Janusz Kruk (7 August 1946 – 18 June 1992) was a Polish singer, guitarist and composer, the leader of the popular band 2 Plus 1.

==Career==
Kruk graduated from a music secondary/high school in Warsaw, specializing in double bass. At the end of the 1960s, he founded the band Warszawskie Kuranty, a member of which was also Elżbieta Dmoch. In January 1971, Janusz and Elżbieta formed a new group, 2 Plus 1, which would become highly successful in Poland in the 1970s and the first half of the 1980s. The band also scored a number of minor hits in Western Europe and Japan, and released two albums internationally.

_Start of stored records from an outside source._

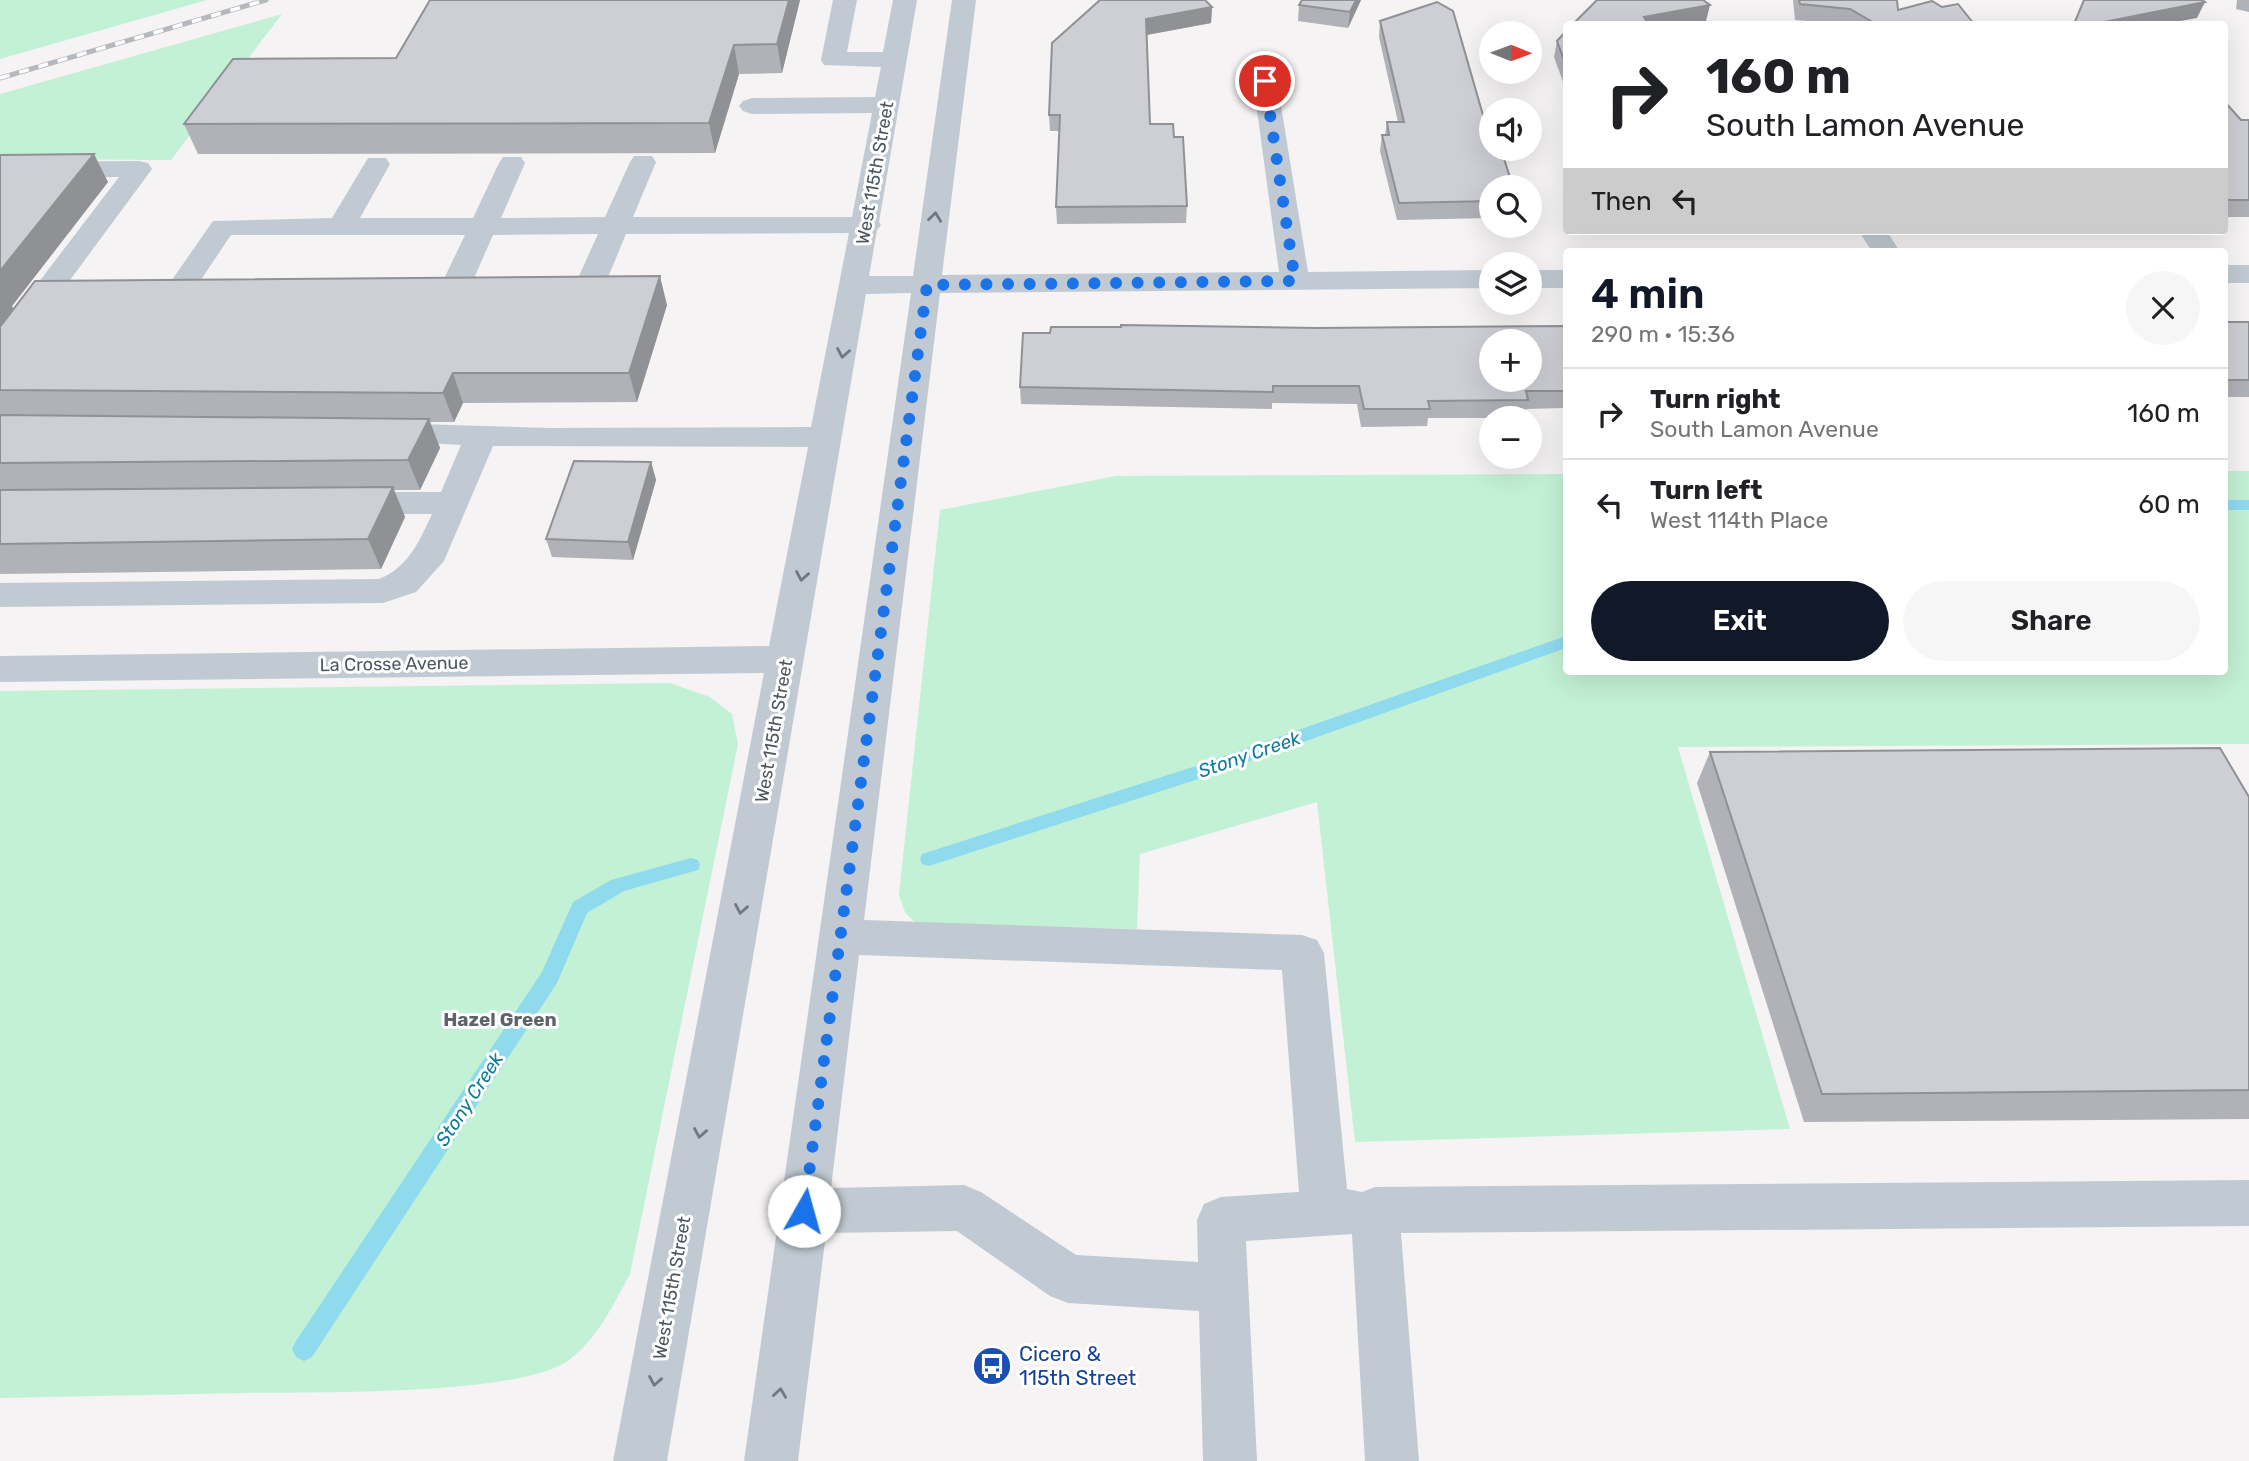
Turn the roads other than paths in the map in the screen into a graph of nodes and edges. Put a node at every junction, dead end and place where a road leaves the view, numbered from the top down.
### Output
1 (845, 0) edge
2 (905, 0) edge
3 (964, 0) edge
4 (895, 59) junction
5 (1265, 81) dead end
6 (887, 105) junction
7 (752, 106) dead end
8 (643, 162) edge
9 (512, 163) edge
10 (377, 164) edge
11 (0, 170) edge
12 (616, 225) junction
13 (866, 225) junction
14 (482, 226) junction
15 (341, 227) junction
16 (2228, 274) edge
17 (2249, 274) edge
18 (1479, 279) edge
19 (1542, 279) edge
20 (1563, 279) edge
21 (1295, 281) junction
22 (456, 285) edge
23 (855, 285) junction
24 (927, 285) junction
25 (182, 287) edge
26 (589, 287) edge
27 (0, 354) edge
28 (348, 433) edge
29 (482, 435) junction
30 (828, 436) junction
31 (316, 503) edge
32 (454, 503) junction
33 (0, 595) edge
34 (787, 659) junction
35 (0, 668) edge
36 (839, 937) junction
37 (2249, 1203) edge
38 (1375, 1210) junction
39 (804, 1211) junction
40 (1325, 1213) junction
41 (1224, 1288) junction
42 (640, 1461) edge
43 (771, 1461) edge
44 (1230, 1461) edge
45 (1392, 1461) edge

1 - 4 street
2 - 4 street, West 115th Street
24 -> 3 street
4 - 6 street, West 115th Street
5 - 21 street
6 - 7 street
6 - 13 street, West 115th Street
8 - 12 street
9 - 14 street
10 - 15 street
11 - 27 street
12 - 13 street
12 - 14 street
12 - 26 street
13 - 23 street, West 115th Street
14 - 15 street
14 - 22 street
15 - 25 street
16 - 17 street
18 - 21 street
19 - 20 street
21 - 24 street
23 - 24 street
23 -> 30 street, West 115th Street
24 - 36 street
28 - 29 street
29 - 30 street
29 - 32 street
30 -> 34 street, West 115th Street
31 - 32 street
32 - 33 street
34 - 35 street, La Crosse Avenue
34 -> 42 street, West 115th Street
36 - 39 street
36 - 40 street
37 - 38 street
38 - 40 street
38 - 45 street
39 - 41 street
43 -> 39 street
40 - 41 street
41 - 44 street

Kruk was the leader of 2 Plus 1 until his premature death in 1992. He composed most of the songs and holds arrangement and production credits for most of the albums, except for the two English-language LPs, Easy Come, Easy Go and Warsaw Nights. In the mid-late 1980s Kruk started composing musical scores for various theatre plays.

==Private life==
Kruk married three times. For over fifteen years his wife was Elżbieta Dmoch, the co-founder of 2 Plus 1. The couple married in February 1973 and divorced in the late 1980s, after Janusz had left her for another woman.

Janusz Kruk died from a heart attack on 18 June 1992, aged 45, leaving behind his partner and two children. Prior to this, he had been struggling with cardiac problems. His death turned out to be a deep shock for Elżbieta, who has since become reclusive.